Data »
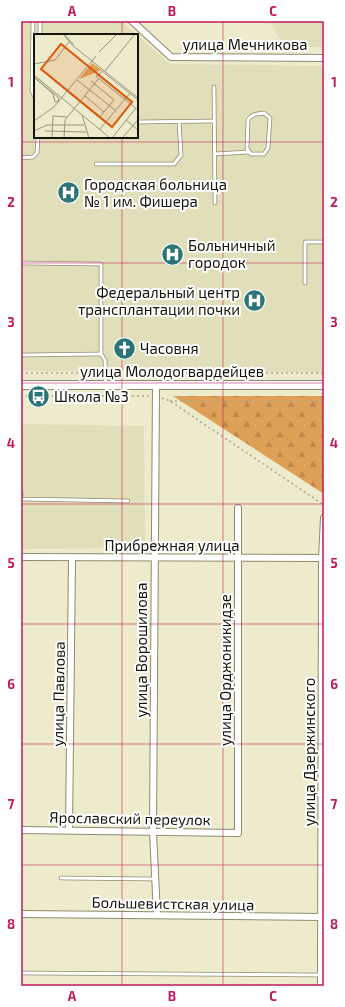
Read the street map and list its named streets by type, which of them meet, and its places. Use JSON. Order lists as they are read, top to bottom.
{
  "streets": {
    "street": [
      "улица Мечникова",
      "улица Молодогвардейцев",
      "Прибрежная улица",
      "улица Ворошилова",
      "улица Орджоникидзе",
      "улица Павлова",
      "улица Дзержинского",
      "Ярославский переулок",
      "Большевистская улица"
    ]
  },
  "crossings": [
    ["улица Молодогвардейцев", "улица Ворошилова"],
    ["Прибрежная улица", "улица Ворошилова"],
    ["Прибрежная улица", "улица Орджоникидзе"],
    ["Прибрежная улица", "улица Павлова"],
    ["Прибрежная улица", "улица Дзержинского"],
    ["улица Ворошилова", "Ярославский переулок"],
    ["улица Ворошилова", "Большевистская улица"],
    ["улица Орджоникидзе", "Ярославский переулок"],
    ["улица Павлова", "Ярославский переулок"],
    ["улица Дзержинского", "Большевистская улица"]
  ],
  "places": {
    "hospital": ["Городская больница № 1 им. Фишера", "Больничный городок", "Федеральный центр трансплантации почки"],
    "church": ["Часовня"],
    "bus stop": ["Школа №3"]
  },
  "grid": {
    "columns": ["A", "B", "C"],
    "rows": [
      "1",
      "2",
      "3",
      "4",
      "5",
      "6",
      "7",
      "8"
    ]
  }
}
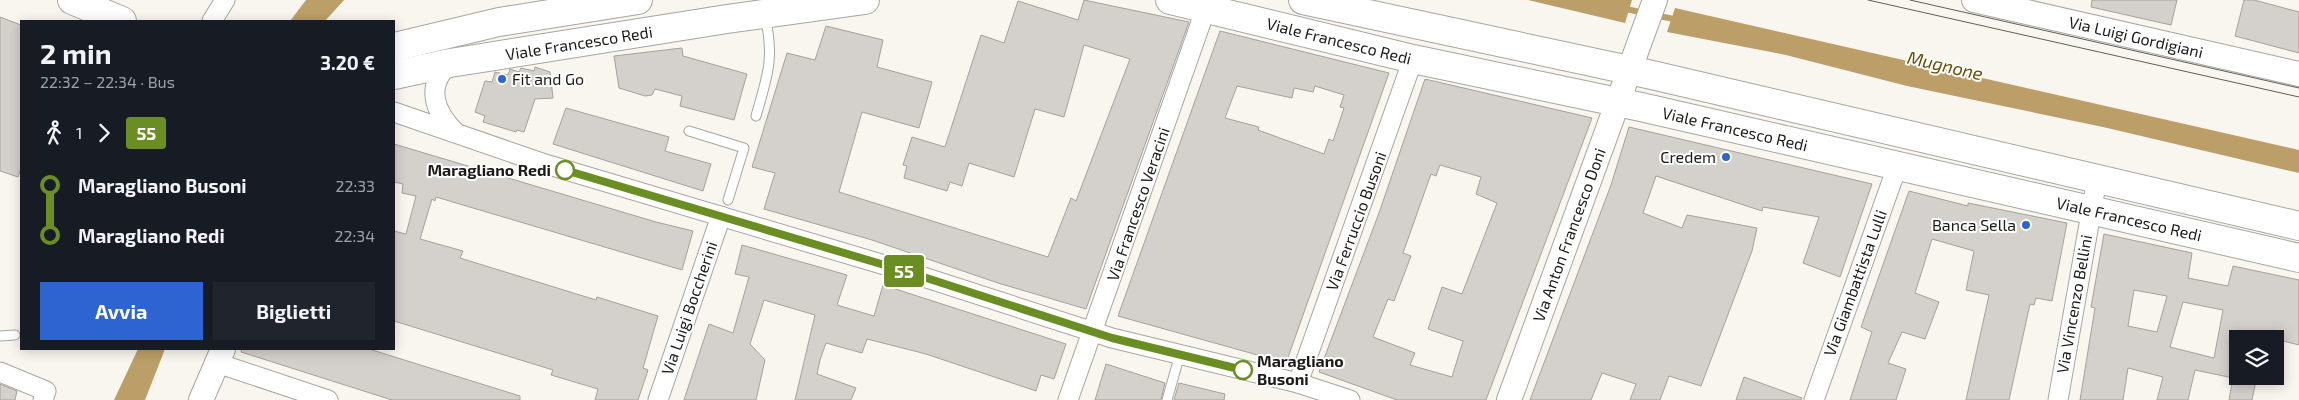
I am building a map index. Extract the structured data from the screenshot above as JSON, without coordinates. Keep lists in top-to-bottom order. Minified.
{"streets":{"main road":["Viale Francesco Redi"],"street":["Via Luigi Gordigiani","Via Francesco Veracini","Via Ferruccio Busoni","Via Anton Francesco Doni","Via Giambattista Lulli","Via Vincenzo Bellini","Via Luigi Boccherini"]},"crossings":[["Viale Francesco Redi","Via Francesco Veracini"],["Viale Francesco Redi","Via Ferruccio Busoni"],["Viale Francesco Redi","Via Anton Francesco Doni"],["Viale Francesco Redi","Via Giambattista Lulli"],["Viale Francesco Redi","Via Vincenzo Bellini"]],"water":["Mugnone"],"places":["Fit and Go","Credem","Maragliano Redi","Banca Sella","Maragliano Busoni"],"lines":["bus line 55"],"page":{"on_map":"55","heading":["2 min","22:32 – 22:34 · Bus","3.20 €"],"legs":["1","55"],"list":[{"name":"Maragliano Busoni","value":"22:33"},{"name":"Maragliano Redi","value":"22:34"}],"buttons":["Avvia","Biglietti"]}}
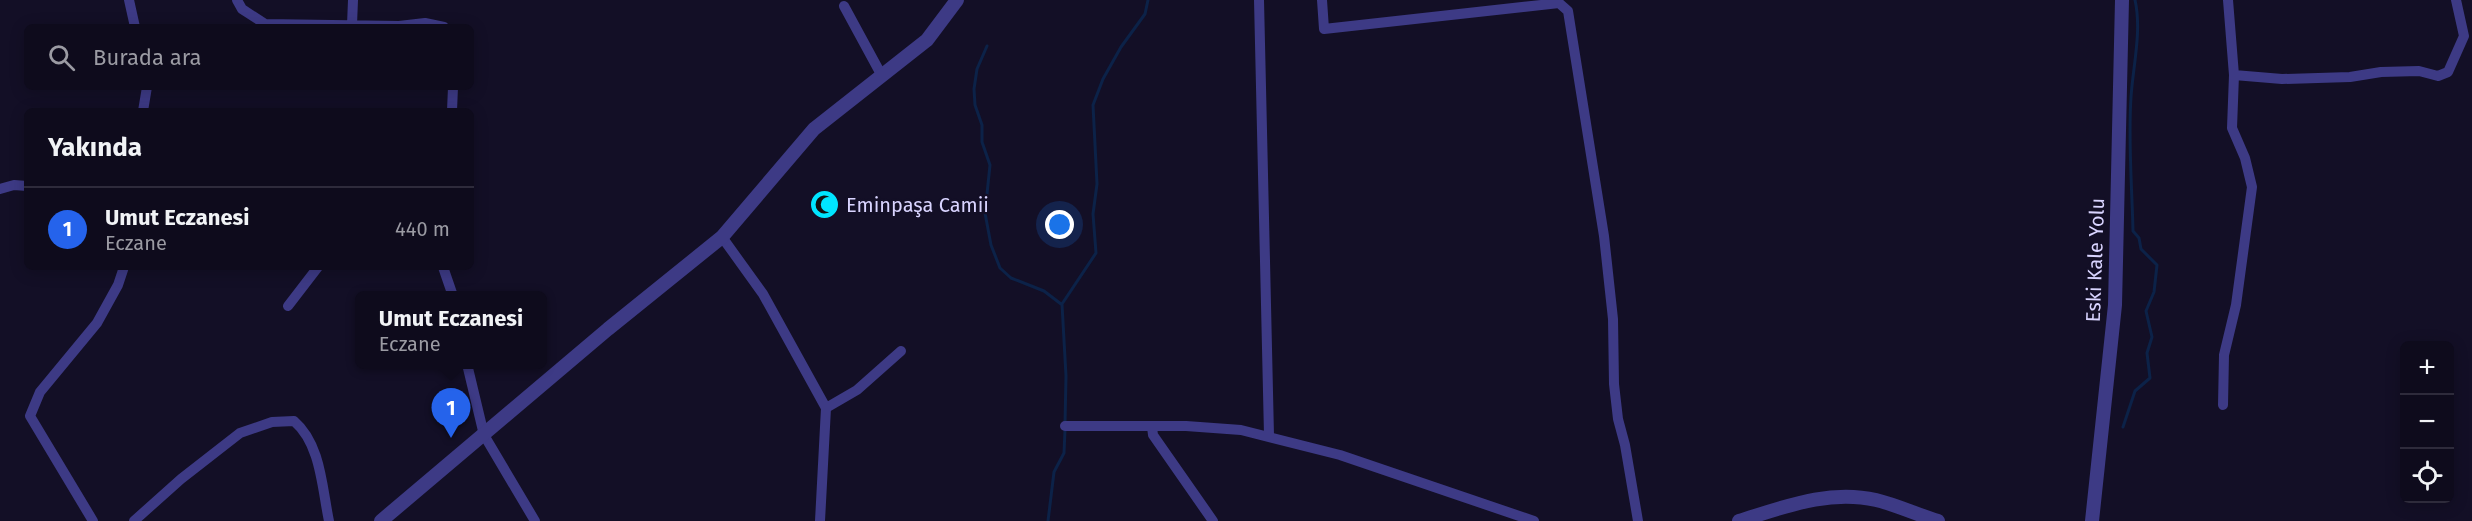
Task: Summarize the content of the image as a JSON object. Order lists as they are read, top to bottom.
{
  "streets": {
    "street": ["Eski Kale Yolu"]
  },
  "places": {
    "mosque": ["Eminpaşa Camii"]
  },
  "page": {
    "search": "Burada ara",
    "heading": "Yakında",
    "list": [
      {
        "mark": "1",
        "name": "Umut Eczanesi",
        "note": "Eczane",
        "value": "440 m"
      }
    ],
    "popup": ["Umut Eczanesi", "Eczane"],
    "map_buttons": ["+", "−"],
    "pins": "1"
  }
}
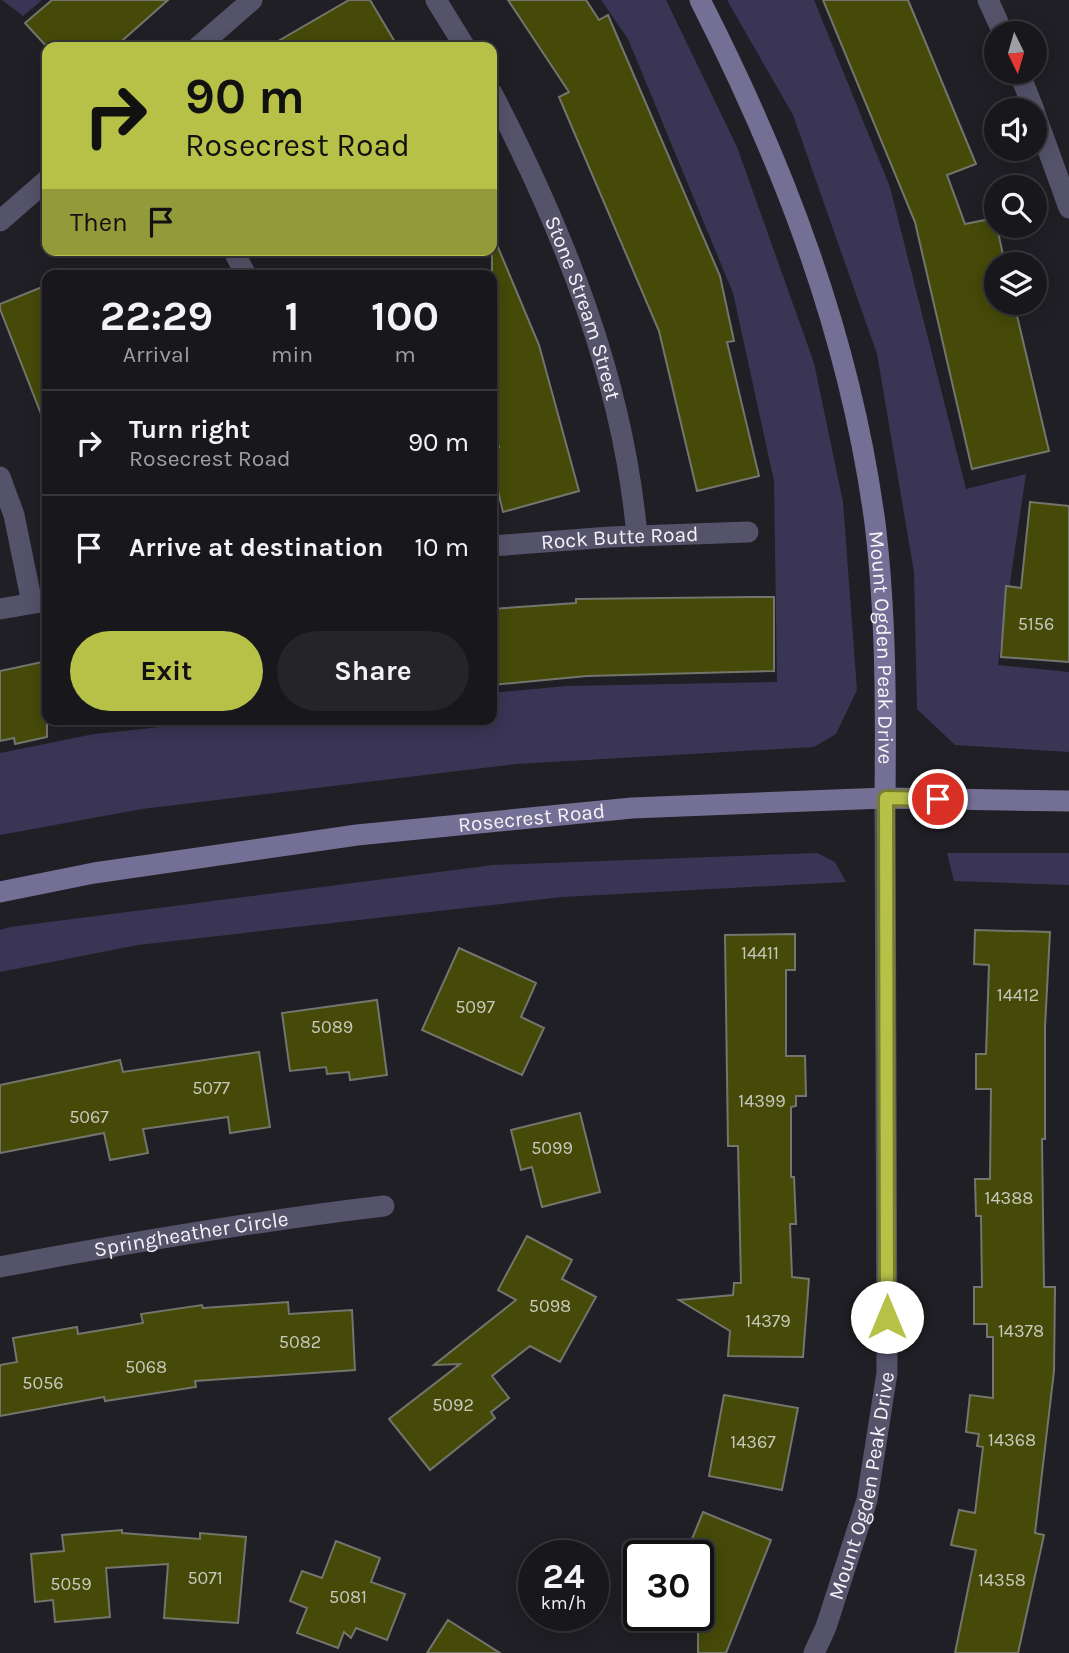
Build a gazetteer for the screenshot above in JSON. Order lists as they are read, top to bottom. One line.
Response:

Assignment » What you produce should repeat the data word for word while omitting all images.

Written response »
Read the street map and list its named streets by type, which of them meet, and its places. Use JSON. Order lists as they are read, top to bottom.
{
  "streets": {
    "street": [
      "улица Мечникова",
      "улица Молодогвардейцев",
      "Прибрежная улица",
      "улица Ворошилова",
      "улица Орджоникидзе",
      "улица Павлова",
      "улица Дзержинского",
      "Ярославский переулок",
      "Большевистская улица"
    ]
  },
  "crossings": [
    ["улица Молодогвардейцев", "улица Ворошилова"],
    ["Прибрежная улица", "улица Ворошилова"],
    ["Прибрежная улица", "улица Орджоникидзе"],
    ["Прибрежная улица", "улица Павлова"],
    ["Прибрежная улица", "улица Дзержинского"],
    ["улица Ворошилова", "Ярославский переулок"],
    ["улица Ворошилова", "Большевистская улица"],
    ["улица Орджоникидзе", "Ярославский переулок"],
    ["улица Павлова", "Ярославский переулок"],
    ["улица Дзержинского", "Большевистская улица"]
  ],
  "places": {
    "hospital": ["Городская больница № 1 им. Фишера", "Больничный городок", "Федеральный центр трансплантации почки"],
    "church": ["Часовня"],
    "bus stop": ["Школа №3"]
  },
  "grid": {
    "columns": ["A", "B", "C"],
    "rows": [
      "1",
      "2",
      "3",
      "4",
      "5",
      "6",
      "7",
      "8"
    ]
  }
}
I am building a map index. Extract the structured data from the screenshot above as JSON, without coordinates. Keep lists in top-to-bottom order. Minified.
{"streets":{"main road":["Viale Francesco Redi"],"street":["Via Luigi Gordigiani","Via Francesco Veracini","Via Ferruccio Busoni","Via Anton Francesco Doni","Via Giambattista Lulli","Via Vincenzo Bellini","Via Luigi Boccherini"]},"crossings":[["Viale Francesco Redi","Via Francesco Veracini"],["Viale Francesco Redi","Via Ferruccio Busoni"],["Viale Francesco Redi","Via Anton Francesco Doni"],["Viale Francesco Redi","Via Giambattista Lulli"],["Viale Francesco Redi","Via Vincenzo Bellini"]],"water":["Mugnone"],"places":["Fit and Go","Credem","Maragliano Redi","Banca Sella","Maragliano Busoni"],"lines":["bus line 55"],"page":{"on_map":"55","heading":["2 min","22:32 – 22:34 · Bus","3.20 €"],"legs":["1","55"],"list":[{"name":"Maragliano Busoni","value":"22:33"},{"name":"Maragliano Redi","value":"22:34"}],"buttons":["Avvia","Biglietti"]}}
Task: Summarize the content of the image as a JSON object. Order lists as they are read, top to bottom.
{
  "streets": {
    "street": ["Eski Kale Yolu"]
  },
  "places": {
    "mosque": ["Eminpaşa Camii"]
  },
  "page": {
    "search": "Burada ara",
    "heading": "Yakında",
    "list": [
      {
        "mark": "1",
        "name": "Umut Eczanesi",
        "note": "Eczane",
        "value": "440 m"
      }
    ],
    "popup": ["Umut Eczanesi", "Eczane"],
    "map_buttons": ["+", "−"],
    "pins": "1"
  }
}
Build a gazetteer for the screenshot above in JSON. Order lists as they are read, top to bottom. One line.
Response:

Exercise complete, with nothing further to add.